The next stop for SB1 would be in the Texas House, which has been paralyzed for a month due to a lack of quorum. Texas House Democrats continue to intentionally break quorum as a method to block election legislation, like SB1 and the House version HB3, from becoming law. The Texas House speaker signed civil arrest warrants for 52 Democrats this week, after House Republicans voted to direct the Sergeant-at-Arms to send for those members and compel them to return to the House.
On Thursday, the House Sergeant-at-Arms deputized law enforcement to assist in the House’s efforts to compel a quorum, the Speaker’s office confirmed to CNN, noting the process would “begin in earnest immediately.”
The 52 Democratic House members had received an email Wednesday morning from the House Sergeant-at-Arms informing them of the civil warrant for their arrest.

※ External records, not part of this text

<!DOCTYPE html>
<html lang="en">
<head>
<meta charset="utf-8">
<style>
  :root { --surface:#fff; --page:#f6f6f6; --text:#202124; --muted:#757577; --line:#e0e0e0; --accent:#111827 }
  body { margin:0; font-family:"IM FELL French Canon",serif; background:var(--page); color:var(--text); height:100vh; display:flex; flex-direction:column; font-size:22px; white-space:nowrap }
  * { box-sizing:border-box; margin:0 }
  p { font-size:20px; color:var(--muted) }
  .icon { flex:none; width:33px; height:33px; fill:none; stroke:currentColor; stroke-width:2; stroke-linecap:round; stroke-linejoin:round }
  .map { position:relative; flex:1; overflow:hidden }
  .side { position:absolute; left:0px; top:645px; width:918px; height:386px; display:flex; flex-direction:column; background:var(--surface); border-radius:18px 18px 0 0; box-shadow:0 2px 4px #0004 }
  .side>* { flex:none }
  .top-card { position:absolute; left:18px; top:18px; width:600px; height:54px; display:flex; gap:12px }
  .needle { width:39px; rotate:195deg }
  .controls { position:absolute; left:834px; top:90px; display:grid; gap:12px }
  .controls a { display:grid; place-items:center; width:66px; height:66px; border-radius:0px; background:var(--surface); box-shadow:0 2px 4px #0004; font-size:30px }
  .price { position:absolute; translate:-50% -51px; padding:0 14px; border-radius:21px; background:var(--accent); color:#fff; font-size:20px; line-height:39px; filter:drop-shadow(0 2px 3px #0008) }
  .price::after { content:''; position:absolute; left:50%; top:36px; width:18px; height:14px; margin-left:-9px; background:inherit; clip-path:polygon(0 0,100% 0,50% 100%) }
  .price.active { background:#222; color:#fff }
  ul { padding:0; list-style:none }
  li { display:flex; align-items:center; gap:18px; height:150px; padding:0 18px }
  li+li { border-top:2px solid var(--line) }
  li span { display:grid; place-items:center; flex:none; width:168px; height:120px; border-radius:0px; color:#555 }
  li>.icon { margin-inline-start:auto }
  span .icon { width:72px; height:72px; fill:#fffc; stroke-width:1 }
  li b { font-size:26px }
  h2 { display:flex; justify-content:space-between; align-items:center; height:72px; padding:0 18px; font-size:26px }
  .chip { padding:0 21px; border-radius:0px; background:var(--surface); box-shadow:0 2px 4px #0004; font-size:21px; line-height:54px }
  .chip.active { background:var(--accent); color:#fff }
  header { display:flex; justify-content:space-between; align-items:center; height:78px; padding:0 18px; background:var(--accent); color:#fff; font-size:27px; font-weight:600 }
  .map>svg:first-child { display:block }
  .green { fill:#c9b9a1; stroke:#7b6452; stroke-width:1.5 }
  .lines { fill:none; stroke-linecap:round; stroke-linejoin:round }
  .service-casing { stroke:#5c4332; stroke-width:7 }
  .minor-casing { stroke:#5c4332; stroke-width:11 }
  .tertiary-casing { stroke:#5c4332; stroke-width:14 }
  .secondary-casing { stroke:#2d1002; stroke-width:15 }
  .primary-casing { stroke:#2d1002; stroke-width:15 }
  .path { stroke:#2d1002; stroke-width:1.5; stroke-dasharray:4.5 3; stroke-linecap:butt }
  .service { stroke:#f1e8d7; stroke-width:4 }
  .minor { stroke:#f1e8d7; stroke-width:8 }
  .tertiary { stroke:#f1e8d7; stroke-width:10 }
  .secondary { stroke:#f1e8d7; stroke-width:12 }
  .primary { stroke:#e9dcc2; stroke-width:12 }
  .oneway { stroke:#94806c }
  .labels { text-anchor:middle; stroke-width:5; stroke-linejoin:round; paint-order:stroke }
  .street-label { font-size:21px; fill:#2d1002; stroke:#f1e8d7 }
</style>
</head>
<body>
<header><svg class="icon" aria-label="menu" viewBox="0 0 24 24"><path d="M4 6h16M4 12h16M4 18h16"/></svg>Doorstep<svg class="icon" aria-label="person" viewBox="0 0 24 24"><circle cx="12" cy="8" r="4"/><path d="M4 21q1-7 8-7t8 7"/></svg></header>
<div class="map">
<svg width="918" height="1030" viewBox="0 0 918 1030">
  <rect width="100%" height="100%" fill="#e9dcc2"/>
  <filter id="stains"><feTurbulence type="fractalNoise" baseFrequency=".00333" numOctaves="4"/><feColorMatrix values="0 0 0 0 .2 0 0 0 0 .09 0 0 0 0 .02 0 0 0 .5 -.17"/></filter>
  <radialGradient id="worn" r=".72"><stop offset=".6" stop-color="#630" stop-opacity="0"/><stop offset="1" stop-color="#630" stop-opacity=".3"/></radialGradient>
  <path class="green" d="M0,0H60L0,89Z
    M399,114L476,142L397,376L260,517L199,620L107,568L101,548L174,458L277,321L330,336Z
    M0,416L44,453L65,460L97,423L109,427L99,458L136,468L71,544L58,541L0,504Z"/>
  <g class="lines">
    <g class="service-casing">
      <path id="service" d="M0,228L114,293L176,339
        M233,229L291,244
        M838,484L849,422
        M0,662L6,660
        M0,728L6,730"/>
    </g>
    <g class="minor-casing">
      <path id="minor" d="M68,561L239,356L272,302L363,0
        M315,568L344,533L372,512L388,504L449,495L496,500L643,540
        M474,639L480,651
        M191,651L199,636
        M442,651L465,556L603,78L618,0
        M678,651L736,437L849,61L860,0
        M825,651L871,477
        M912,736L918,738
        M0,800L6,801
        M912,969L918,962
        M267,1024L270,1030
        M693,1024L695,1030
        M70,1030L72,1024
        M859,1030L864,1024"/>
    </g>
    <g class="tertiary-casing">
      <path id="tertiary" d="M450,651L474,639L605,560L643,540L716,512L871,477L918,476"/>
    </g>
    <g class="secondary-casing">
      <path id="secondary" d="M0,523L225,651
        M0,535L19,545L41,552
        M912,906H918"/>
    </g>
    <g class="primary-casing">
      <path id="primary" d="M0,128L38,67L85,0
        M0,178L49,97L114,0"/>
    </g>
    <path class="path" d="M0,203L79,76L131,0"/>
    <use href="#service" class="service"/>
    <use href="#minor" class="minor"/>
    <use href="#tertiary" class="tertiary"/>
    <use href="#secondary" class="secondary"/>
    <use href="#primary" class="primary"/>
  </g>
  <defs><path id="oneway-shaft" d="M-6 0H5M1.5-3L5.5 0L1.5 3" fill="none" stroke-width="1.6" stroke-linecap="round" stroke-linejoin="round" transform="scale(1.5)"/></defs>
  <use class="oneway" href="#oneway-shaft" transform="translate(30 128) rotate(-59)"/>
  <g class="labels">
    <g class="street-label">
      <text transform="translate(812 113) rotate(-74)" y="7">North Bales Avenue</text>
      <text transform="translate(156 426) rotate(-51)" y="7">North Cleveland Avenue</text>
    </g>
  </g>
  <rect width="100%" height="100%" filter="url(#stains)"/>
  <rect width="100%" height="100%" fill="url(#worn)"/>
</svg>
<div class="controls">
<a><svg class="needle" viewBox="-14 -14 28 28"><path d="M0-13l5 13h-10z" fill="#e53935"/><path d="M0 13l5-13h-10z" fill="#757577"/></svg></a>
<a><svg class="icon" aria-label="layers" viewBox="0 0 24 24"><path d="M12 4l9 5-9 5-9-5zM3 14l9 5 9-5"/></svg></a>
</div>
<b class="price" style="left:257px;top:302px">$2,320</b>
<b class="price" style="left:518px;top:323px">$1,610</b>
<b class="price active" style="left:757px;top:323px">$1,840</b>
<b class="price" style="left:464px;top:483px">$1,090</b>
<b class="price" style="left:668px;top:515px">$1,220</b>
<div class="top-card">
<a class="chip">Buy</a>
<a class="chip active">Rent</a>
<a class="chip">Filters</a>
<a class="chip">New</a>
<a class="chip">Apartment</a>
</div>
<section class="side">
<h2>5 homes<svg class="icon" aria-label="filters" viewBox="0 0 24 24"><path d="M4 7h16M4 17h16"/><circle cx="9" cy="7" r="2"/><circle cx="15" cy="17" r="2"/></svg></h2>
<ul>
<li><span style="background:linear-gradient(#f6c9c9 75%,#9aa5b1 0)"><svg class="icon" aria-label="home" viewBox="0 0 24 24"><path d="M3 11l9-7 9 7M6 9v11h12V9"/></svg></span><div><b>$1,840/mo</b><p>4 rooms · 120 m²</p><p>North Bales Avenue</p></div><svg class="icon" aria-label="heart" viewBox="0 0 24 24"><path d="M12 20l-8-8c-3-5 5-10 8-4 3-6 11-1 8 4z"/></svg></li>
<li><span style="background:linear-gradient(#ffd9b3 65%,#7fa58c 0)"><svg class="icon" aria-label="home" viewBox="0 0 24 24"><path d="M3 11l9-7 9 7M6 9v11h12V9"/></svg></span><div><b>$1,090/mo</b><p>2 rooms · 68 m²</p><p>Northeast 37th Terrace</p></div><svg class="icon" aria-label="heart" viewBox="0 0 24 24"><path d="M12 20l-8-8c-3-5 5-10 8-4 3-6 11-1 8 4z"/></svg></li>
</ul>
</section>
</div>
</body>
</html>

“As of this morning, you have not voluntarily appeared in the House chamber and the Speaker has signed a warrant for your civil arrest. As notice to you of this action, I am attaching a copy of that warrant to this e-mail,” read the email, in part. “I respectfully request that you appear voluntarily in the House chamber today and report to the Journal Clerk so that your presence can be recorded in the Journal and the House can proceed with its business.”
The House Sergeant-at-Arms later walked door-to-door to each of their House offices to find them. None of the absent Democrats were at the Capitol and the warrants were left with staff.
Earlier in the week, the all-Republican Texas Supreme Court temporarily blocked a Democratic state district judge’s temporary restraining order that had prevented the arrest of Texas House Democrats, who successfully killed election overhaul bills during the regular session when they walked out in the final hours and in the first special session when they left the state last month.
The members fled to Washington, D.C. then, in part, to avoid arrest since Texas law enforcement does not have jurisdiction outside of the state to execute a civil warrant. They spent weeks trying to put pressure on congressional lawmakers to pass federal voting rights protections.
Although more Democrats have returned to the House floor, the state House has yet to reach quorum in the second special session called by Republican Gov. Greg Abbott. The Republican has vowed to call “special session after special session” until Democrats return and complete the agenda.
The Texas House once again did not have a quorum present on Thursday.